• Task to carry out: Can you restate the records below word for word?

• Records for this exercise:

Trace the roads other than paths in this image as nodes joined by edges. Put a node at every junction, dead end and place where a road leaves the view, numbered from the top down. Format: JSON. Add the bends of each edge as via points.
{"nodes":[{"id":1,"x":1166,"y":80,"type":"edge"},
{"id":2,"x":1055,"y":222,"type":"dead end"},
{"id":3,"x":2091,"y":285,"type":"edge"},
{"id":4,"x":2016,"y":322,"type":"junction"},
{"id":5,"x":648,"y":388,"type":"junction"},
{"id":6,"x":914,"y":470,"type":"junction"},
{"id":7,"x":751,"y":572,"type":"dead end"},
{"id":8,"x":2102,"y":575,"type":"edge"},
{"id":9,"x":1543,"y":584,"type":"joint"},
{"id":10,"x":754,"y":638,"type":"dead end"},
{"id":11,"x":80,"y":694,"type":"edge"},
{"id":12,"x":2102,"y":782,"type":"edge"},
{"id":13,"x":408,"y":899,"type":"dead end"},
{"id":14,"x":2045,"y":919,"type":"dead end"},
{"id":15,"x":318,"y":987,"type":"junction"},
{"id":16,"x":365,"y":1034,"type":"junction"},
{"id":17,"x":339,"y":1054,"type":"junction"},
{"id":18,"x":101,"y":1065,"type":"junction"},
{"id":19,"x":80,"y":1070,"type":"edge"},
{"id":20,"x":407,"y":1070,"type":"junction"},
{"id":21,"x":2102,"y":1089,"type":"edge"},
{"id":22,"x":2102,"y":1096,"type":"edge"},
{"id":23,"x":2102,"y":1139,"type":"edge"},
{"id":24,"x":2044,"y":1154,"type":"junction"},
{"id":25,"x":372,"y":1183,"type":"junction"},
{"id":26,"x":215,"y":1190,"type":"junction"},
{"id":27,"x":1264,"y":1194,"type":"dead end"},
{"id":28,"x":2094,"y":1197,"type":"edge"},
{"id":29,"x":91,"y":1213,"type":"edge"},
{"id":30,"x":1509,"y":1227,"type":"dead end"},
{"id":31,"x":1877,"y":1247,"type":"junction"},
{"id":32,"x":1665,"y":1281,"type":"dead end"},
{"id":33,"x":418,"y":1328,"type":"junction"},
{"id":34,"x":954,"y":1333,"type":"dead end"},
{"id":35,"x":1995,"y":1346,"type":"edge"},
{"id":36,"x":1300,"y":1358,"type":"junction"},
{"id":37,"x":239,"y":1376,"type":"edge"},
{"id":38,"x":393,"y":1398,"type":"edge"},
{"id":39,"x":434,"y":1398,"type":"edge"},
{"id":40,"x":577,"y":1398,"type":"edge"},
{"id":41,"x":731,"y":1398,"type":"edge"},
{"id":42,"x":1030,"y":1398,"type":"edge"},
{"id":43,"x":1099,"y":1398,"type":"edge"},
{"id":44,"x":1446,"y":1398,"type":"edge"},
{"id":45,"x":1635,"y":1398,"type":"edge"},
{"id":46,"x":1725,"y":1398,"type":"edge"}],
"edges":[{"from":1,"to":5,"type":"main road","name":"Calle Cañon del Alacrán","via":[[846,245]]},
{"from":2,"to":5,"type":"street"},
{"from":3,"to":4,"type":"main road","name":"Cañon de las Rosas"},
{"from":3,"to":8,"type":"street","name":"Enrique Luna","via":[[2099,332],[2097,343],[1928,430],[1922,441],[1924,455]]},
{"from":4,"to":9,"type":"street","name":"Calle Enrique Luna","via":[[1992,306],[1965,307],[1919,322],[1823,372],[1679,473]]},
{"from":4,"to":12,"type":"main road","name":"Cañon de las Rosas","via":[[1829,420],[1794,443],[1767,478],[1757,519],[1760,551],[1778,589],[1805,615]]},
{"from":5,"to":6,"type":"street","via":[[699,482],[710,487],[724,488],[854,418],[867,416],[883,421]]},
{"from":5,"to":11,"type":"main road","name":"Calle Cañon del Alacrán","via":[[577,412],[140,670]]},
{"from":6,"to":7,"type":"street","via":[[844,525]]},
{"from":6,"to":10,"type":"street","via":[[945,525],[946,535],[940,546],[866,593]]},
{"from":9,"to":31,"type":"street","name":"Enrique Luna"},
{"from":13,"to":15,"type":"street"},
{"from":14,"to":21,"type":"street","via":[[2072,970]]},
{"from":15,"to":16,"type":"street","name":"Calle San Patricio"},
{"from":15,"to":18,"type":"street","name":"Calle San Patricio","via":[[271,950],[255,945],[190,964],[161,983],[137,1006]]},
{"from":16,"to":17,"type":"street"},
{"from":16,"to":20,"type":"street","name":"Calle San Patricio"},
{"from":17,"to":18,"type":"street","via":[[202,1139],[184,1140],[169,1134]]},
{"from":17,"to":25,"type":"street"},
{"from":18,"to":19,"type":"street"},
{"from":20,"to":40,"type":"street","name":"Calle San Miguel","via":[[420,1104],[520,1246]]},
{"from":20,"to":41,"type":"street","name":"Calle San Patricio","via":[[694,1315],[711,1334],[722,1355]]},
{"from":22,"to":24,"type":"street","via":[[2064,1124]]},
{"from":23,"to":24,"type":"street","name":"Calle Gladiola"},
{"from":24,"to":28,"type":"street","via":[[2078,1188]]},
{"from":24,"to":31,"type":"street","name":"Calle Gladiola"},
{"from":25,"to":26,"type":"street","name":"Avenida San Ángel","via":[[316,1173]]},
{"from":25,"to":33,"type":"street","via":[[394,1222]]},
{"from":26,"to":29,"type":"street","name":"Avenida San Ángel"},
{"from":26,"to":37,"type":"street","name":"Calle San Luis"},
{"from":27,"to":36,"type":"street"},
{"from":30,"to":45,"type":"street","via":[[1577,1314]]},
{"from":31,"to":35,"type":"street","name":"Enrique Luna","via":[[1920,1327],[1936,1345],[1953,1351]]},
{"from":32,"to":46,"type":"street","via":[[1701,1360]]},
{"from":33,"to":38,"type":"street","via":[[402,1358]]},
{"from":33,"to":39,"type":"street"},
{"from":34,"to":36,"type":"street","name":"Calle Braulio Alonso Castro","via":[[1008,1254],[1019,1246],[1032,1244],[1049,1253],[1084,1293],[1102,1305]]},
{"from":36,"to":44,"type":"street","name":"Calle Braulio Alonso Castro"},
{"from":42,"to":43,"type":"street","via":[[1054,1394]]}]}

• Result:
Trace the roads other than paths in this image as nodes joined by edges. Put a node at every junction, dead end and place where a road leaves the view, numbered from the top down. Format: JSON. Add the bends of each edge as via points.
{"nodes":[{"id":1,"x":1166,"y":80,"type":"edge"},
{"id":2,"x":1055,"y":222,"type":"dead end"},
{"id":3,"x":2091,"y":285,"type":"edge"},
{"id":4,"x":2016,"y":322,"type":"junction"},
{"id":5,"x":648,"y":388,"type":"junction"},
{"id":6,"x":914,"y":470,"type":"junction"},
{"id":7,"x":751,"y":572,"type":"dead end"},
{"id":8,"x":2102,"y":575,"type":"edge"},
{"id":9,"x":1543,"y":584,"type":"joint"},
{"id":10,"x":754,"y":638,"type":"dead end"},
{"id":11,"x":80,"y":694,"type":"edge"},
{"id":12,"x":2102,"y":782,"type":"edge"},
{"id":13,"x":408,"y":899,"type":"dead end"},
{"id":14,"x":2045,"y":919,"type":"dead end"},
{"id":15,"x":318,"y":987,"type":"junction"},
{"id":16,"x":365,"y":1034,"type":"junction"},
{"id":17,"x":339,"y":1054,"type":"junction"},
{"id":18,"x":101,"y":1065,"type":"junction"},
{"id":19,"x":80,"y":1070,"type":"edge"},
{"id":20,"x":407,"y":1070,"type":"junction"},
{"id":21,"x":2102,"y":1089,"type":"edge"},
{"id":22,"x":2102,"y":1096,"type":"edge"},
{"id":23,"x":2102,"y":1139,"type":"edge"},
{"id":24,"x":2044,"y":1154,"type":"junction"},
{"id":25,"x":372,"y":1183,"type":"junction"},
{"id":26,"x":215,"y":1190,"type":"junction"},
{"id":27,"x":1264,"y":1194,"type":"dead end"},
{"id":28,"x":2094,"y":1197,"type":"edge"},
{"id":29,"x":91,"y":1213,"type":"edge"},
{"id":30,"x":1509,"y":1227,"type":"dead end"},
{"id":31,"x":1877,"y":1247,"type":"junction"},
{"id":32,"x":1665,"y":1281,"type":"dead end"},
{"id":33,"x":418,"y":1328,"type":"junction"},
{"id":34,"x":954,"y":1333,"type":"dead end"},
{"id":35,"x":1995,"y":1346,"type":"edge"},
{"id":36,"x":1300,"y":1358,"type":"junction"},
{"id":37,"x":239,"y":1376,"type":"edge"},
{"id":38,"x":393,"y":1398,"type":"edge"},
{"id":39,"x":434,"y":1398,"type":"edge"},
{"id":40,"x":577,"y":1398,"type":"edge"},
{"id":41,"x":731,"y":1398,"type":"edge"},
{"id":42,"x":1030,"y":1398,"type":"edge"},
{"id":43,"x":1099,"y":1398,"type":"edge"},
{"id":44,"x":1446,"y":1398,"type":"edge"},
{"id":45,"x":1635,"y":1398,"type":"edge"},
{"id":46,"x":1725,"y":1398,"type":"edge"}],
"edges":[{"from":1,"to":5,"type":"main road","name":"Calle Cañon del Alacrán","via":[[846,245]]},
{"from":2,"to":5,"type":"street"},
{"from":3,"to":4,"type":"main road","name":"Cañon de las Rosas"},
{"from":3,"to":8,"type":"street","name":"Enrique Luna","via":[[2099,332],[2097,343],[1928,430],[1922,441],[1924,455]]},
{"from":4,"to":9,"type":"street","name":"Calle Enrique Luna","via":[[1992,306],[1965,307],[1919,322],[1823,372],[1679,473]]},
{"from":4,"to":12,"type":"main road","name":"Cañon de las Rosas","via":[[1829,420],[1794,443],[1767,478],[1757,519],[1760,551],[1778,589],[1805,615]]},
{"from":5,"to":6,"type":"street","via":[[699,482],[710,487],[724,488],[854,418],[867,416],[883,421]]},
{"from":5,"to":11,"type":"main road","name":"Calle Cañon del Alacrán","via":[[577,412],[140,670]]},
{"from":6,"to":7,"type":"street","via":[[844,525]]},
{"from":6,"to":10,"type":"street","via":[[945,525],[946,535],[940,546],[866,593]]},
{"from":9,"to":31,"type":"street","name":"Enrique Luna"},
{"from":13,"to":15,"type":"street"},
{"from":14,"to":21,"type":"street","via":[[2072,970]]},
{"from":15,"to":16,"type":"street","name":"Calle San Patricio"},
{"from":15,"to":18,"type":"street","name":"Calle San Patricio","via":[[271,950],[255,945],[190,964],[161,983],[137,1006]]},
{"from":16,"to":17,"type":"street"},
{"from":16,"to":20,"type":"street","name":"Calle San Patricio"},
{"from":17,"to":18,"type":"street","via":[[202,1139],[184,1140],[169,1134]]},
{"from":17,"to":25,"type":"street"},
{"from":18,"to":19,"type":"street"},
{"from":20,"to":40,"type":"street","name":"Calle San Miguel","via":[[420,1104],[520,1246]]},
{"from":20,"to":41,"type":"street","name":"Calle San Patricio","via":[[694,1315],[711,1334],[722,1355]]},
{"from":22,"to":24,"type":"street","via":[[2064,1124]]},
{"from":23,"to":24,"type":"street","name":"Calle Gladiola"},
{"from":24,"to":28,"type":"street","via":[[2078,1188]]},
{"from":24,"to":31,"type":"street","name":"Calle Gladiola"},
{"from":25,"to":26,"type":"street","name":"Avenida San Ángel","via":[[316,1173]]},
{"from":25,"to":33,"type":"street","via":[[394,1222]]},
{"from":26,"to":29,"type":"street","name":"Avenida San Ángel"},
{"from":26,"to":37,"type":"street","name":"Calle San Luis"},
{"from":27,"to":36,"type":"street"},
{"from":30,"to":45,"type":"street","via":[[1577,1314]]},
{"from":31,"to":35,"type":"street","name":"Enrique Luna","via":[[1920,1327],[1936,1345],[1953,1351]]},
{"from":32,"to":46,"type":"street","via":[[1701,1360]]},
{"from":33,"to":38,"type":"street","via":[[402,1358]]},
{"from":33,"to":39,"type":"street"},
{"from":34,"to":36,"type":"street","name":"Calle Braulio Alonso Castro","via":[[1008,1254],[1019,1246],[1032,1244],[1049,1253],[1084,1293],[1102,1305]]},
{"from":36,"to":44,"type":"street","name":"Calle Braulio Alonso Castro"},
{"from":42,"to":43,"type":"street","via":[[1054,1394]]}]}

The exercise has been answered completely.